When it comes to building resilience, there is no such thing as a Maverick. No going it alone or toughing it out. This is about building bridges and not walls. Building resilience means finding your tribe and loving them hard.
It doesn’t take many people; in fact, it only takes three core people in your life to join your resiliency tribe. Let me introduce them to you:
This is the person who can be your accountability buddy when it comes to self-care. A reliable and trustworthy friend with whom you can share goals and check in with each other. This can be a formal check-in if you both need and like structure. You can check in once a week to see if you have met some self-care goals for the week (i.e. did you take the walk outside when you started feeling overwhelmed like you said you would?). Meeting goals using the buddy system is proven to work, especially when both people are working toward a goal. That’s why support groups and 12-step programs are successful.
These accountants can also play a more informal role, but you know you can trust them to be your truth-teller and truth seeker. She (or he) is the one who can give you the “no, really” look when you say you are “Fine. Totally fine. Everything is fine,” when it is anything but fine. The first Christmas after my divorce was particularly bleak. I was going to be apart from my children for the first time in 12 Christmases. Those of you who have experienced divorce know this particular agony. I remember telling one of my closest friends that my plan for Christmas Day was to sit and be miserable and wallow and cry all by myself. “Ok,” she said. “Just be ready the next day for me to pick you up. We are going to go shopping and have lunch.” She was being my accountant. She was saying, yes you get to be miserable…for 24 hours. And then you have get up and shower and rejoin the world of people. Guess what? I DID! I got out of bed with red-rimmed eyes from crying and showered and got back to living. I also ended up buying an awful moss-green and pink sweater on the after-Christmas clearance rack. There ARE limits to what your Accountant is able to protect you from.
YOUR STORY KEEPER
We all have stories. Our stories weave into a larger tapestry that makes the entire narrative of our lives. Some of our stories are worn on the outside. They are threaded with gold and bright colors. They are stories of our success and moments of joy. They are our hero stories. There are also stories that we wear in the lining or sewn into a pocket. Their stitches feel jagged and the cloth is rough. They are stories of our mistakes, short comings and heartbreaks. They are our shame stories.

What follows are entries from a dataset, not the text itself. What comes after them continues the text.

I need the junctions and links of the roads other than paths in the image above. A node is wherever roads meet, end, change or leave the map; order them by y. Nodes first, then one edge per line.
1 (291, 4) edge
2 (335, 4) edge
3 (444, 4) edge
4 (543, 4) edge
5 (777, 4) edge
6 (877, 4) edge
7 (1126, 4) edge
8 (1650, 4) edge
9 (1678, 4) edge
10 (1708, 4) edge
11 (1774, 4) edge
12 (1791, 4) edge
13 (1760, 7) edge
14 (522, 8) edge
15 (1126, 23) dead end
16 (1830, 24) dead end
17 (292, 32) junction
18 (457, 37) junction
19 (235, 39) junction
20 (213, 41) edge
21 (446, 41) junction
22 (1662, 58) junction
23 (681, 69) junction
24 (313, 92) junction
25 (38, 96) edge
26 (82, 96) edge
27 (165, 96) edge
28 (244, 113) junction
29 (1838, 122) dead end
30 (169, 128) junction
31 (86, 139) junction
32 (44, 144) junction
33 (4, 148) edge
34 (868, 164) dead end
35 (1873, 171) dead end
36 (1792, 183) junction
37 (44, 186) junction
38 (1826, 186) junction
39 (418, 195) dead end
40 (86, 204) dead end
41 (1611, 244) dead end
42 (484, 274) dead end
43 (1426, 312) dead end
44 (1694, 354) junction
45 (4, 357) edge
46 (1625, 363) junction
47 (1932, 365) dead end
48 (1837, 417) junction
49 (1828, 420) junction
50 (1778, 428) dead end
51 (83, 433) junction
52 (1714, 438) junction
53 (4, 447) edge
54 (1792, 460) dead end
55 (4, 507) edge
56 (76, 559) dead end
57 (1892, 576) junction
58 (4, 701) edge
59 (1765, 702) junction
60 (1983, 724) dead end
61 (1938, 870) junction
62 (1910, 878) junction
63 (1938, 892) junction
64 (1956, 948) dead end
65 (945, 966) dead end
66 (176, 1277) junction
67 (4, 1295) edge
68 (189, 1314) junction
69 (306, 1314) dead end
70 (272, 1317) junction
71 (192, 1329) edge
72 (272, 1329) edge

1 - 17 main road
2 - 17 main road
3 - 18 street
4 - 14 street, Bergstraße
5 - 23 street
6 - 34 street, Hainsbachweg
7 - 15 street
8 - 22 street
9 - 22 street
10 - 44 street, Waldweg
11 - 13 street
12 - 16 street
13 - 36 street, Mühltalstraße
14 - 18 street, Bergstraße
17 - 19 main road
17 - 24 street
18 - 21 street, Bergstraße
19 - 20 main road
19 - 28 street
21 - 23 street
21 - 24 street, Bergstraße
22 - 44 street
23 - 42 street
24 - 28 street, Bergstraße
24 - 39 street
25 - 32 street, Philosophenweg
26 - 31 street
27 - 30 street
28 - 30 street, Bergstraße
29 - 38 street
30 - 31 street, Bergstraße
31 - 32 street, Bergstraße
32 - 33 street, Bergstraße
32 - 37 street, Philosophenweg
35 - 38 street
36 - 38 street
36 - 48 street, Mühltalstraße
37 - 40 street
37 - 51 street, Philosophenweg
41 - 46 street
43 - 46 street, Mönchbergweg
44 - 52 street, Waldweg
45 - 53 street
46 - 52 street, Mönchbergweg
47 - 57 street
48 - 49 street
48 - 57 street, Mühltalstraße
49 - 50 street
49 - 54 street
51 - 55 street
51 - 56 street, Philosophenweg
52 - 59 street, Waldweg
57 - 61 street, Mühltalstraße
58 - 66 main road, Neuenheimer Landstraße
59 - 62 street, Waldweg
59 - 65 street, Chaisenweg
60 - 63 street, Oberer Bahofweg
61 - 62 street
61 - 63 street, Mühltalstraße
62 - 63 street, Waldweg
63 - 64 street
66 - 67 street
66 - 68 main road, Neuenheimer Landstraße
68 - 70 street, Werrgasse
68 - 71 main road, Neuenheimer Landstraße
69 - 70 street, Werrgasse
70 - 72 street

Each story creates meaning in our life. Some we share from the mountain tops and others we whisper so no one will hear. Is it important to share your shame stories? Well…yes. And, no. Remember, that shame is born of guilt but different than guilt. Guilt says “I did something bad,” and shame says “I am something bad.” Guilt claims the behavior; shame claims the person. When we keep our shame stories solely to ourselves, it festers and grows. Our shame stories begin to speak in louder voices to us. It tells us that we are not worthy of love and belonging. So we isolate or we numb the shame in unhealthy ways…and guess what that creates? Yep. More shame stories. See where I’m going with this?
Find your story keeper. The person who is stalwart and trustworthy. The person who won’t minimize your story (“oh, it’s not that bad”), nor cause you more shame (“OMG…you did what??”). That says more about their interest in keeping their vision of you in tact. Your story keeper is someone who can sit with you in a dark place and say, “if you can’t get up right now, I’ll sit here on the floor next to you.” Our story keepers wrap their arms around our messy, broken, complicated, learning and yearning stories and show us the roadmap of how to love ourselves, not only in spite of our stories, but because of our stories.

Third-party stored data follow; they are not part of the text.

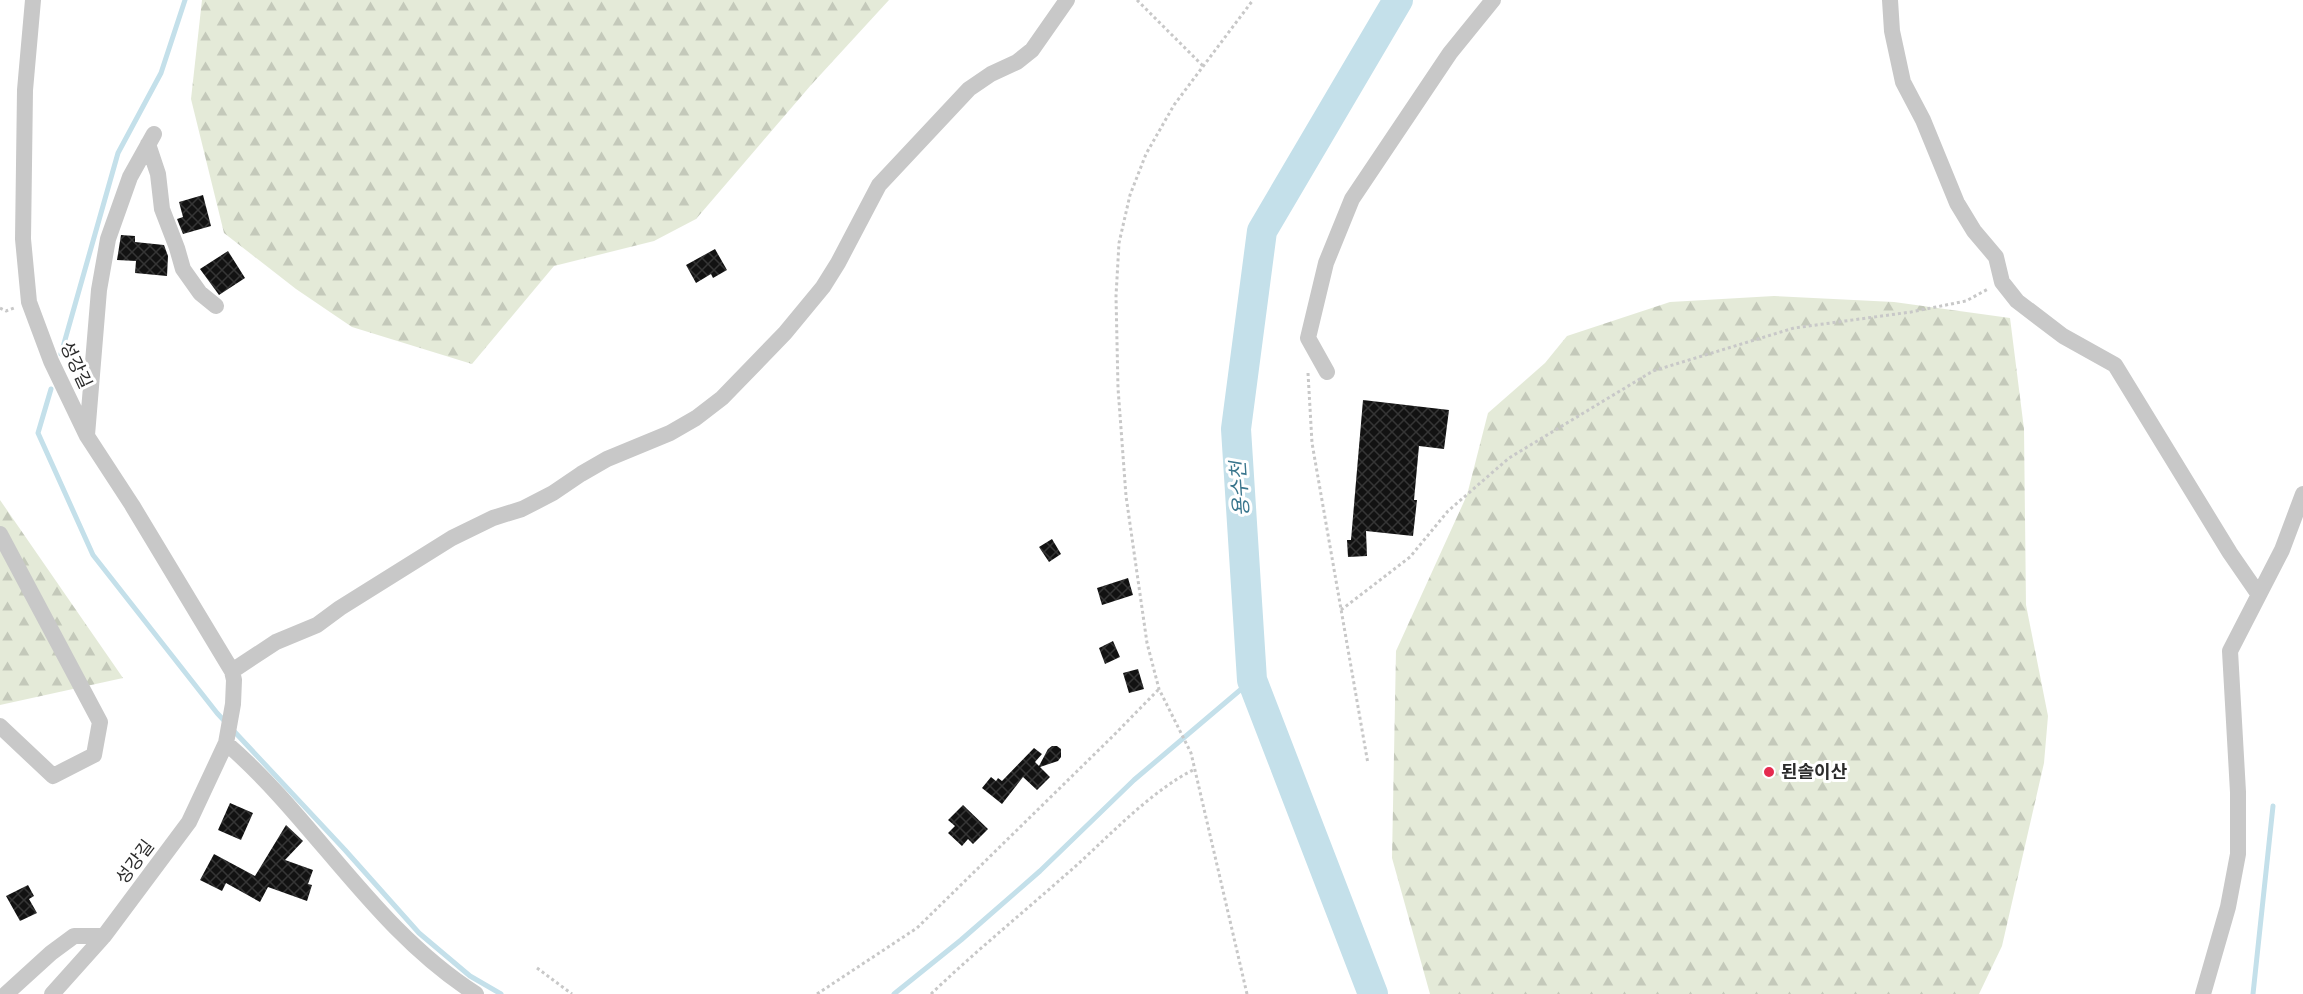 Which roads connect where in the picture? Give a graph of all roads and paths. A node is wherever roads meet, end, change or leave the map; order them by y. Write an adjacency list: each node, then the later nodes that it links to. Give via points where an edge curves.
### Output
1 (33, 0): 12 (street, 성강길, via 25,90 23,239 29,302 51,361)
2 (1067, 0): 17 (street, via 1032,50 969,89 879,185 823,287 722,398 696,418 607,459 553,494 452,538 317,625 276,642)
3 (1137, 0): 7 (path)
4 (1253, 0): 7 (path)
5 (1493, 0): 11 (street, via 1450,53 1352,199 1326,263 1308,338)
6 (1890, 0): 8 (street, via 1903,82 1957,203 1996,257)
7 (1203, 66): 18 (path, via 1174,105 1146,154 1130,195 1119,243 1118,388 1126,496 1147,643)
8 (2002, 282): 15 (street, via 2017,301 2063,336 2115,365); 16 (path, via 1966,301 1794,328 1653,370 1509,458 1448,511 1410,557)
9 (216, 306): 12 (street, via 200,293 183,269 162,209 151,139 130,177 108,239 99,290)
10 (1308, 366): 16 (path, via 1312,443)
11 (1327, 372)
12 (87, 436): 17 (street, 성강길)
13 (2303, 494): 15 (street, via 2282,550)
14 (0, 534): 19 (street, via 100,722 94,755 53,776)
15 (2259, 595): 32 (street, via 2230,651 2238,854 2228,907)
16 (1341, 610): 21 (path)
17 (232, 671): 20 (street, 성강길, via 233,704)
18 (1159, 689): 22 (path, via 1191,753); 29 (path, via 917,928)
19 (0, 726)
20 (226, 741): 23 (street, 성강길, via 189,822); 27 (street, via 256,769 381,913)
21 (1368, 764)
22 (1193, 770): 30 (path, via 1143,806); 31 (path)
23 (104, 936): 25 (street, via 74,936); 26 (street, 성강길)
24 (537, 968): 28 (path)
25 (6, 994)
26 (52, 994)
27 (476, 994)
28 (572, 994)
29 (817, 994)
30 (931, 994)
31 (1247, 994)
32 (2203, 994)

I’ve sometimes called this person your sunshine, but that’s a whole lotta pressure for one person. One person can’t be the sun to warm your earth. But they sure can be a flashlight when you need to find your way in the dark. They bring the joy and the optimism. They hold hope for you when you have forgotten what it even is you had hoped for. They remind you that it’s ok to laugh in the midst of grief.

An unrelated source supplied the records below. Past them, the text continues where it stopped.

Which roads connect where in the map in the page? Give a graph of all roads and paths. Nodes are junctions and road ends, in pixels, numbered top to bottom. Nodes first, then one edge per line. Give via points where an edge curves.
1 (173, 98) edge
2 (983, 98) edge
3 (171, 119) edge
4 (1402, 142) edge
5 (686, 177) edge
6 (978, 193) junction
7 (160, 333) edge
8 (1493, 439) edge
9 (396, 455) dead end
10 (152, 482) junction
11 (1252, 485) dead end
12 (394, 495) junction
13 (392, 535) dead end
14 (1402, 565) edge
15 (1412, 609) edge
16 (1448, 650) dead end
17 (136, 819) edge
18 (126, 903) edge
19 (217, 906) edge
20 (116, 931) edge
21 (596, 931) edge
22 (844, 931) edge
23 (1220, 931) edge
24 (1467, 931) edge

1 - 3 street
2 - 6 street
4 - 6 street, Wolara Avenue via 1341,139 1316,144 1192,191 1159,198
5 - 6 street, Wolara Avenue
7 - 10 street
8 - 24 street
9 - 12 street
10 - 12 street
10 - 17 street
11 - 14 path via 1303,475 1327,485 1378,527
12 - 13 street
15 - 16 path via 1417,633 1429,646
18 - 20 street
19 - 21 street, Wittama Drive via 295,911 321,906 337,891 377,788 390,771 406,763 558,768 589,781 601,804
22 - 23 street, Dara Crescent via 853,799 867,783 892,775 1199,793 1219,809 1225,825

My grandfather, Poppa, was a flashlight. His smile was big and broad, but most new him by his infectious laugh that was both warm and silly. For forty years, he was on the radio in a small town in Kentucky. He was the voice and the laugh that people woke up to every morning. He seemed to know the importance and power he had to set the tone of a person’s day. Even in times of crisis, his voice was the light. Years before I was born, there was a devastating flood in the town. He stayed on the radio as the waters rose in the studio, moving from floor to floor and eventually the roof, talking to people on the radio to help them feel safe. Even when we were grieving him, he found a way to still be the flashlight. The morning of Poppa’s funeral, my father couldn’t find the suit he was going to wear. After tearing apart the house, a slow realization crept upon us: in the chaos of the previous few days, we had accidentally sent my father’s suit to the funeral home for my Poppa to be buried in. In death, my grandfather played one last practical joke to shine a flashlight on a dark day. Find your warm, silly, comforting flashlight who reminds you to smile.
That’s it, folks. Your tribe needn’t be huge. Three people. That’s all it needs to be. Now…read that list again and decide what member of the tribe you will be for someone else.
Bounce forward…and take someone with you.